Whether you're a planner or a panster, you probably have goals for your novel: to write it, to publish it, to win a Pulitzer Prize. While NovelPad can't help your book get recognized by The New York Times, it can help you stay on track with your writing using the Goals board. The Goals board allows you to set your writing goals, see your progress, and even create a helpful automatic schedule (because math probably isn't any writer's best subject).

How to set a writing goal

You can set a writing goal to help you decide how much you want to write and when you want to write.

Once you set a goal, you can always change the goal at any time. Your progress will always stay the same. Switching goal types (for example, words versus minutes) doesn't alter the data for what you've already written.

  1. Set your goal in the Goal section.

    • Number. Enter the number for your goal, such as 500 words per day or 210 minutes per week.

    • Unit. Select whether you want to track your progress in words or minutes. Do you want to write the same number of words per day, regardless of how long it takes you? Or would you rather spend 30 minutes a day writing, regardless of how many words you write?

    • Frame. Select the time frame for your goal, such as per day or total. Is it more important that you write 500 words per day because you're not sure how long your story will be? Or do you know you want to hit 100,000 words total?

  2. Track Words In. Select whether to track the words from only your Manuscript or from All Scenes in your novel. Selecting All Scenes includes word counts of all scenes in the novel, such as those on the Plots board, regardless of whether they've been added to the Chapters board (and thus your Manuscript).

  3. Date Range. Select a date that your goal will Start On and a date you want to Finish By.

  4. Weekly Writing Schedule. You can indicate whether you intend to write more or less on certain days of the week. For example, perhaps you have much more time on the weekends and could handle a bigger workload those days, or maybe you work a double shift on Wednesdays and won't have any time to write at all.

    The selections you make on the Weekly Writing Schedule will help NovelPad determine the goal to assign to a particular day. For example, if you have a goal of writing 700 words per week, and can write extra on weekends but can't write on Wednesdays, your weekly goal may look something like this:

  5. Adapt Schedule To Progress? Choose whether you want your goals to adapt with your progress.

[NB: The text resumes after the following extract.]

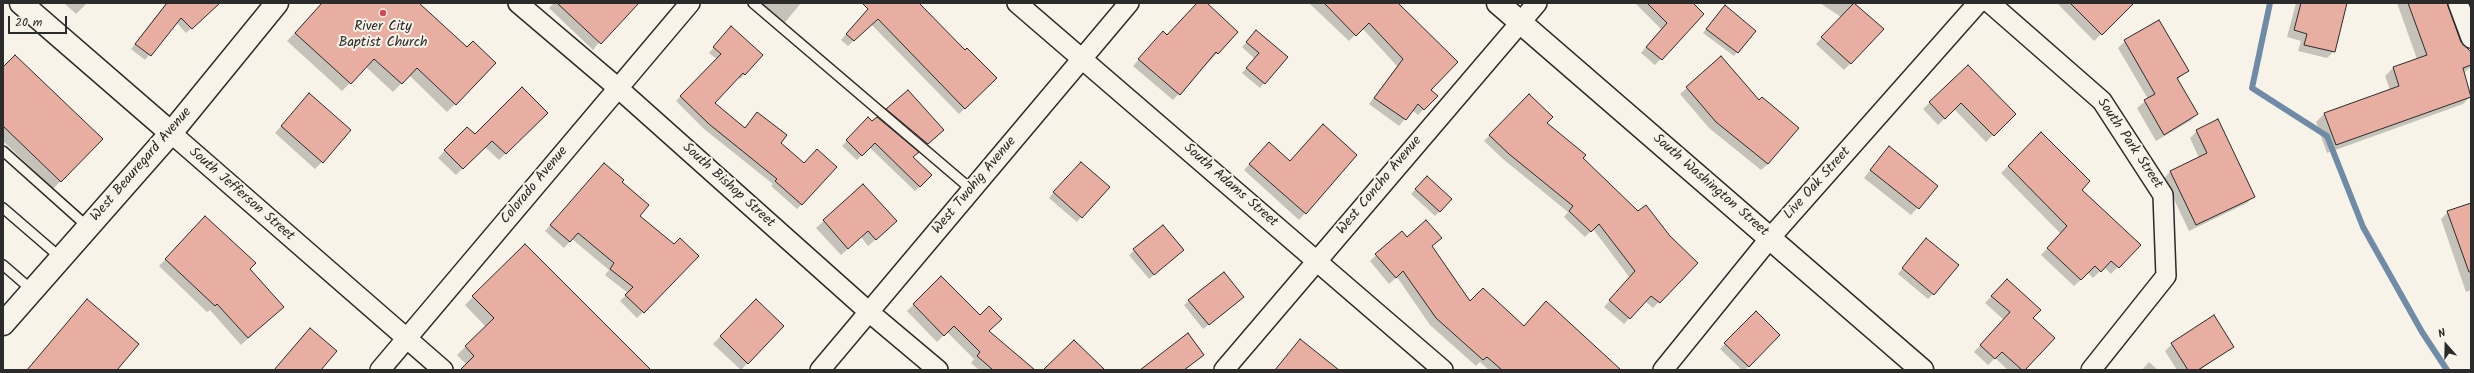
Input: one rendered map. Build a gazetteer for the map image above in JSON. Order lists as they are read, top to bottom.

    • Yes. Update writing goals for future days based on the progress you've made. This option recalculates your writing schedule based on the progress you've made. If you write more than your goal one day, the goals for your remaining days will be reduced. If you write less than your goal one day, the goals for your remaining days will increase.

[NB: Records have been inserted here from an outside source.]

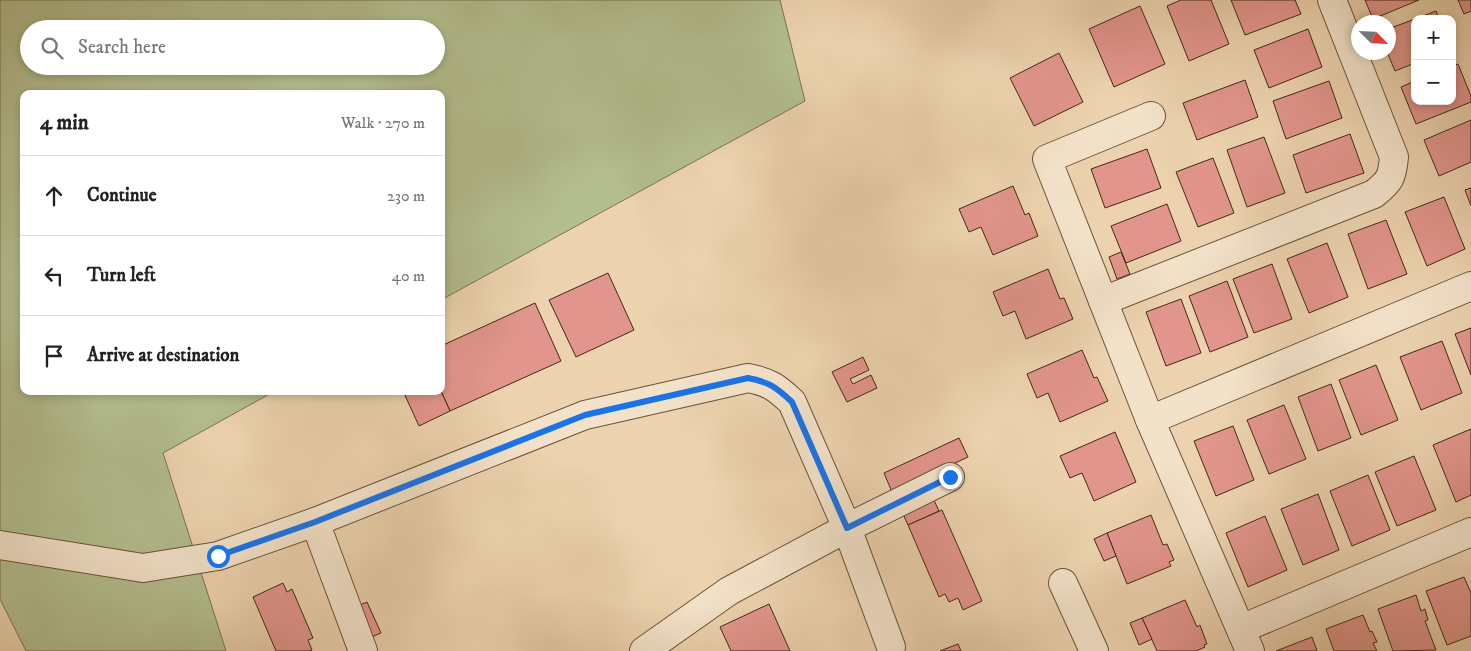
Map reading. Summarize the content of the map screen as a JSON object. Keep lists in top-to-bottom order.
{
  "north": "bottom right",
  "page": {
    "map_buttons": ["+", "−"],
    "search": "Search here",
    "heading": ["4 min", "Walk · 270 m"],
    "list": [
      ["Continue", "230 m"],
      ["Turn left", "40 m"],
      "Arrive at destination"
    ]
  }
}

    • No. Do not update writing goals for future days, regardless of the progress you've made. This option will keep the same goal for each day, regardless of how much over or under you were on any given day's goal.

    For example, let's say you want to write 50,000 words in 100 days. That averages out to a goal of 500 words per day. On the first day, you write 500 words. On the second day, you only write 300 words, leaving you 200 words behind schedule. If you selected Yes, NovelPad will essentially distribute the missing 200 words over the remaining days, which will bump your writing goal for each remaining day up to something like 502 words to catch up to your overall goal. If you selected No, your goals will show that you need to write 700 words the next day (the 500 per day goal plus the 200 words from yesterday) to catch up to your overall goal.

    Conversely, let's say you write 500 words on the first day and 700 words on the second day. With an adaptive schedule, your goals for the remaining days may be something like 498 words per day because you've written an extra 200 words. With a non-adaptive schedule, you will still have a goal of 500 words for each remaining day.

  6. Click Save to save your goal settings.

Sprints and vacations

If you know there will be a certain stretch of time where the amount of time you'll have to write will change, you can add a sprint or a vacation to your schedule to add a one-off change in your writing goals. Whether you have an adaptive schedule or not, your writing goals will change to accommodate those days.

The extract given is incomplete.